How a billionaire New Yorker mastered the art of buying Rembrandts

In love with the Dutch master since he was six, Thomas Kaplan gives short shrift to a ‘woke’ reassessment of the painter

Collage of Rembrandt paintings and a portrait of a man.
Thomas Kaplan says Amsterdam is the “mothership”, which makes his exhibition especially meaningful
Bruno Waterfield
The Times

When Thomas Kaplan began collecting Rembrandts, two of the Dutch master’s paintings cost the same as one work by Andy Warhol.

The collection he has built since 2003, which he shares with his wife, Daphne Recanati Kaplan, is now the world’s largest in private hands.

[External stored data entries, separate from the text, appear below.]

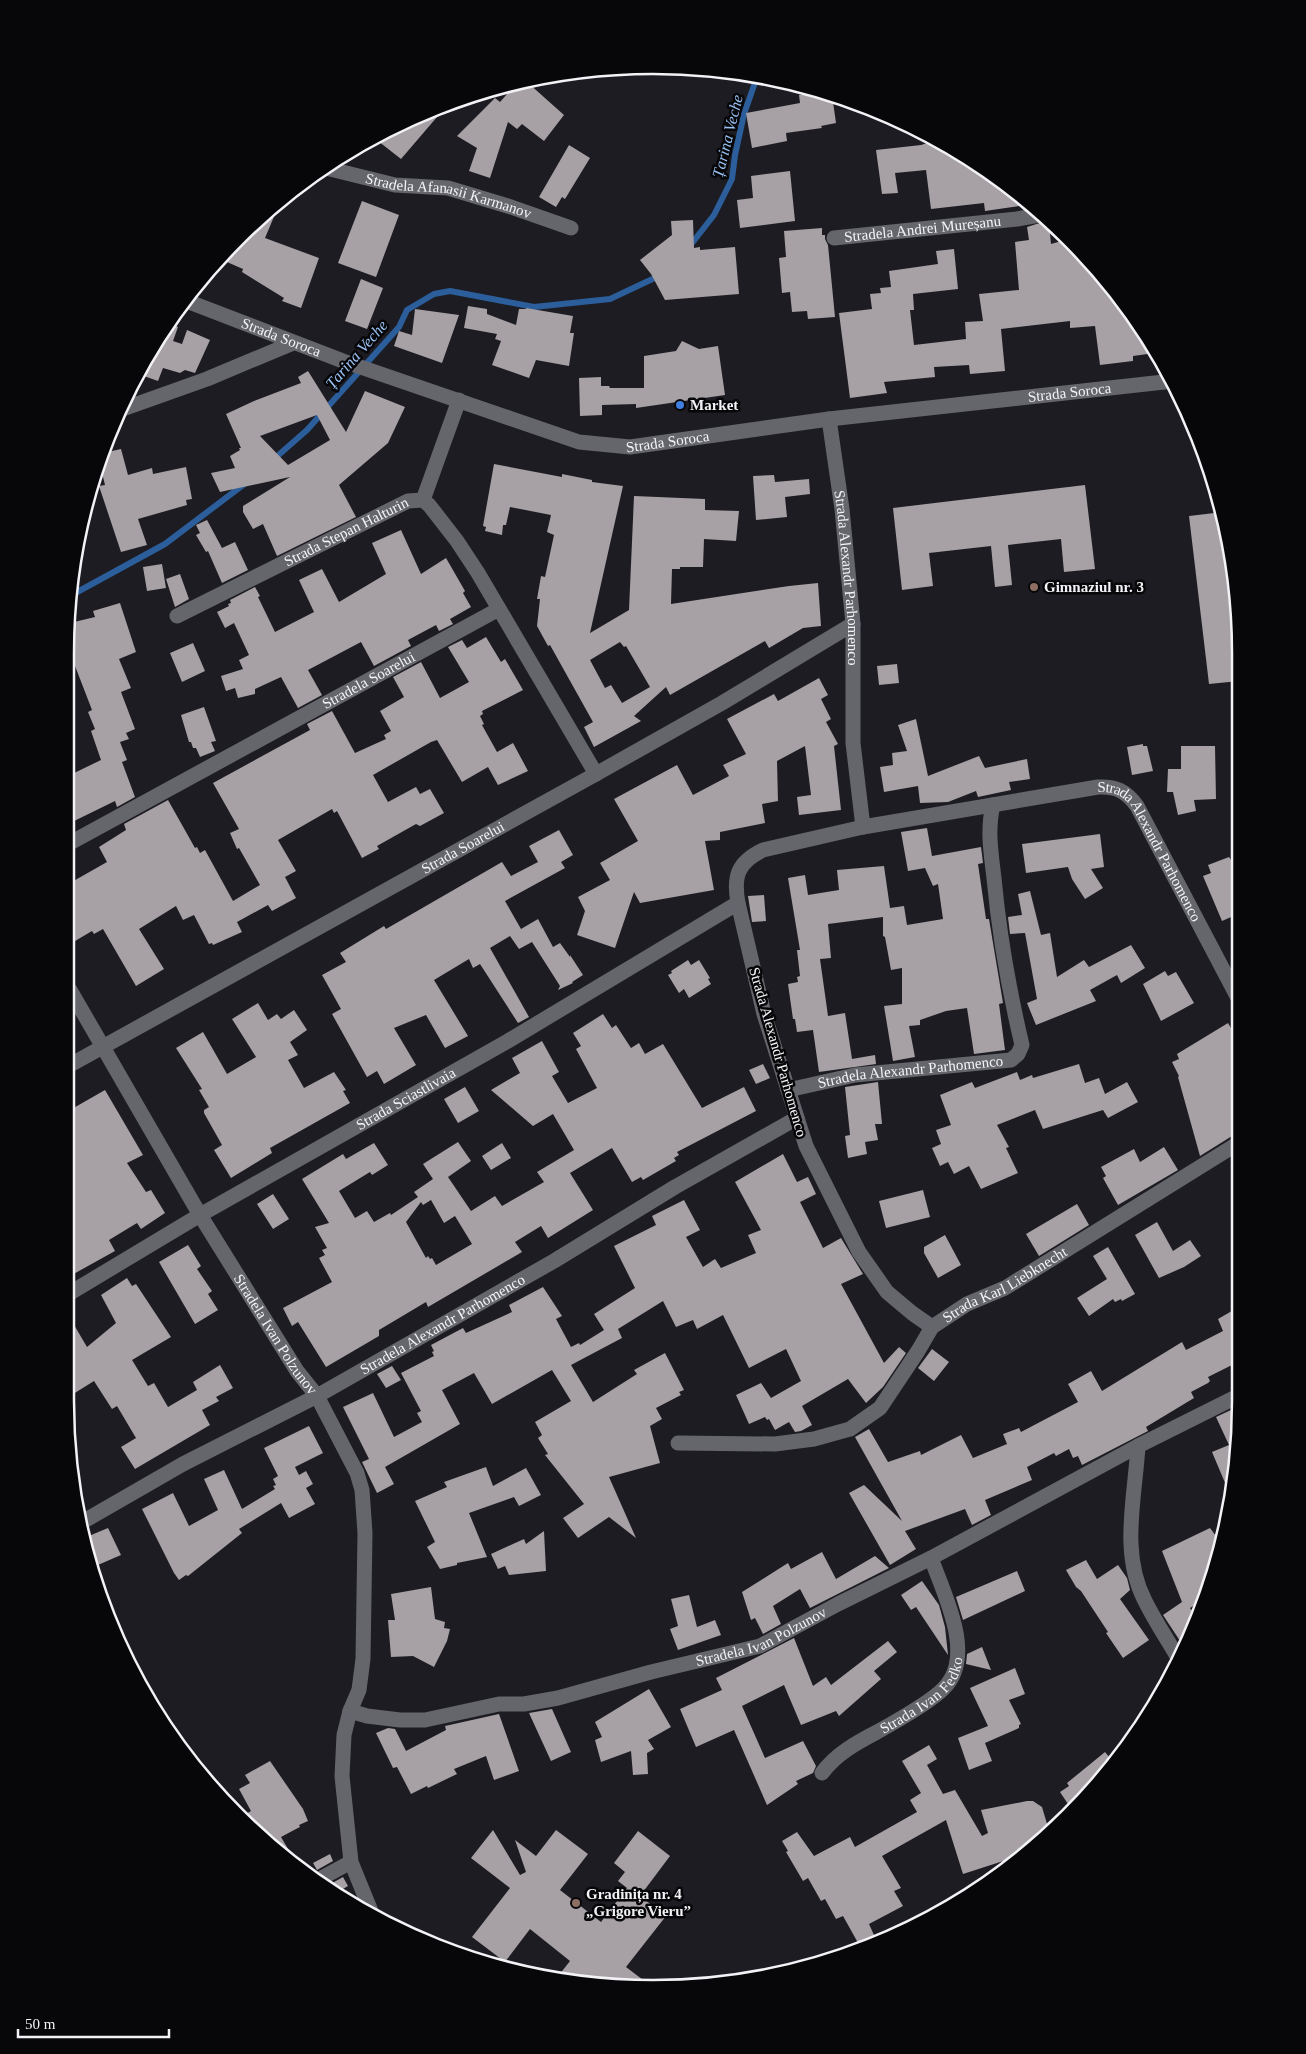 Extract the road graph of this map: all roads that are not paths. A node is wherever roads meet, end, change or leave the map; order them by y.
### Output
1 (333, 170) edge
2 (1034, 216) edge
3 (571, 228) dead end
4 (834, 238) dead end
5 (191, 303) edge
6 (293, 343) junction
7 (1165, 382) edge
8 (459, 400) junction
9 (129, 407) edge
10 (830, 419) junction
11 (423, 500) junction
12 (499, 609) junction
13 (177, 616) dead end
14 (853, 624) junction
15 (596, 774) junction
16 (993, 805) junction
17 (863, 827) junction
18 (74, 841) edge
19 (738, 903) junction
20 (1232, 986) edge
21 (74, 997) edge
22 (103, 1048) junction
23 (74, 1063) edge
24 (788, 1090) junction
25 (797, 1118) junction
26 (1232, 1147) edge
27 (200, 1215) junction
28 (74, 1291) edge
29 (932, 1327) junction
30 (317, 1396) junction
31 (1232, 1399) edge
32 (678, 1444) dead end
33 (1138, 1446) junction
34 (86, 1520) edge
35 (932, 1558) junction
36 (1175, 1653) edge
37 (350, 1711) junction
38 (822, 1773) dead end
39 (351, 1862) junction
40 (323, 1877) edge
41 (369, 1906) edge

1 - 3 street, Stradela Afanasii Karmanov
2 - 4 street, Stradela Andrei Mureșanu
5 - 6 street, Strada Soroca
6 - 8 street, Strada Soroca
6 - 9 street
7 - 10 street, Strada Soroca
8 - 10 street, Strada Soroca
8 - 11 street
10 - 14 street, Strada Alexandr Parhomenco
11 - 12 street, Strada Stepan Halturin
11 - 13 street, Strada Stepan Halturin
12 - 15 street
12 - 18 street, Stradela Soarelui
14 - 15 street, Strada Soarelui
14 - 17 street, Strada Alexandr Parhomenco
15 - 22 street, Strada Soarelui
16 - 17 street, Strada Alexandr Parhomenco
16 - 20 street, Strada Alexandr Parhomenco
16 - 24 street, Stradela Alexandr Parhomenco
17 - 19 street, Strada Alexandr Parhomenco
19 - 24 street, Strada Alexandr Parhomenco
19 - 27 street, Strada Sciastlivaia
21 - 22 street, Stradela Ivan Polzunov
22 - 23 street, Strada Soarelui
22 - 27 street, Stradela Ivan Polzunov
24 - 25 street, Strada Alexandr Parhomenco
25 - 29 street, Strada Alexandr Parhomenco
25 - 30 street, Stradela Alexandr Parhomenco
26 - 29 street, Strada Karl Liebknecht
27 - 28 street, Strada Sciastlivaia
27 - 30 street, Stradela Ivan Polzunov
29 - 32 street, Strada Karl Liebknecht
30 - 34 street, Stradela Alexandr Parhomenco
30 - 37 street, Stradela Ivan Polzunov
31 - 33 street, Stradela Ivan Polzunov
33 - 35 street, Stradela Ivan Polzunov
33 - 36 street
35 - 37 street, Stradela Ivan Polzunov
35 - 38 street, Strada Ivan Fedko
37 - 39 street, Stradela Ivan Polzunov
39 - 40 street
39 - 41 street, Stradela Ivan Polzunov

Their 17 Rembrandts rival that of the Rijksmuseum, which has 22, in Amsterdam.

The New Yorker says he is proud to bring his treasures, including lesser known masterpieces by Jan Lievens and Gerrit Dou, as well as a Vermeer and a picture by Frans Hals, to the city of their birth. “Amsterdam is the place that it happened, the mothership,” he said. “To bring these masterpieces to this particular city, where Rembrandt and many of his contemporaries came into maturity is especially meaningful.”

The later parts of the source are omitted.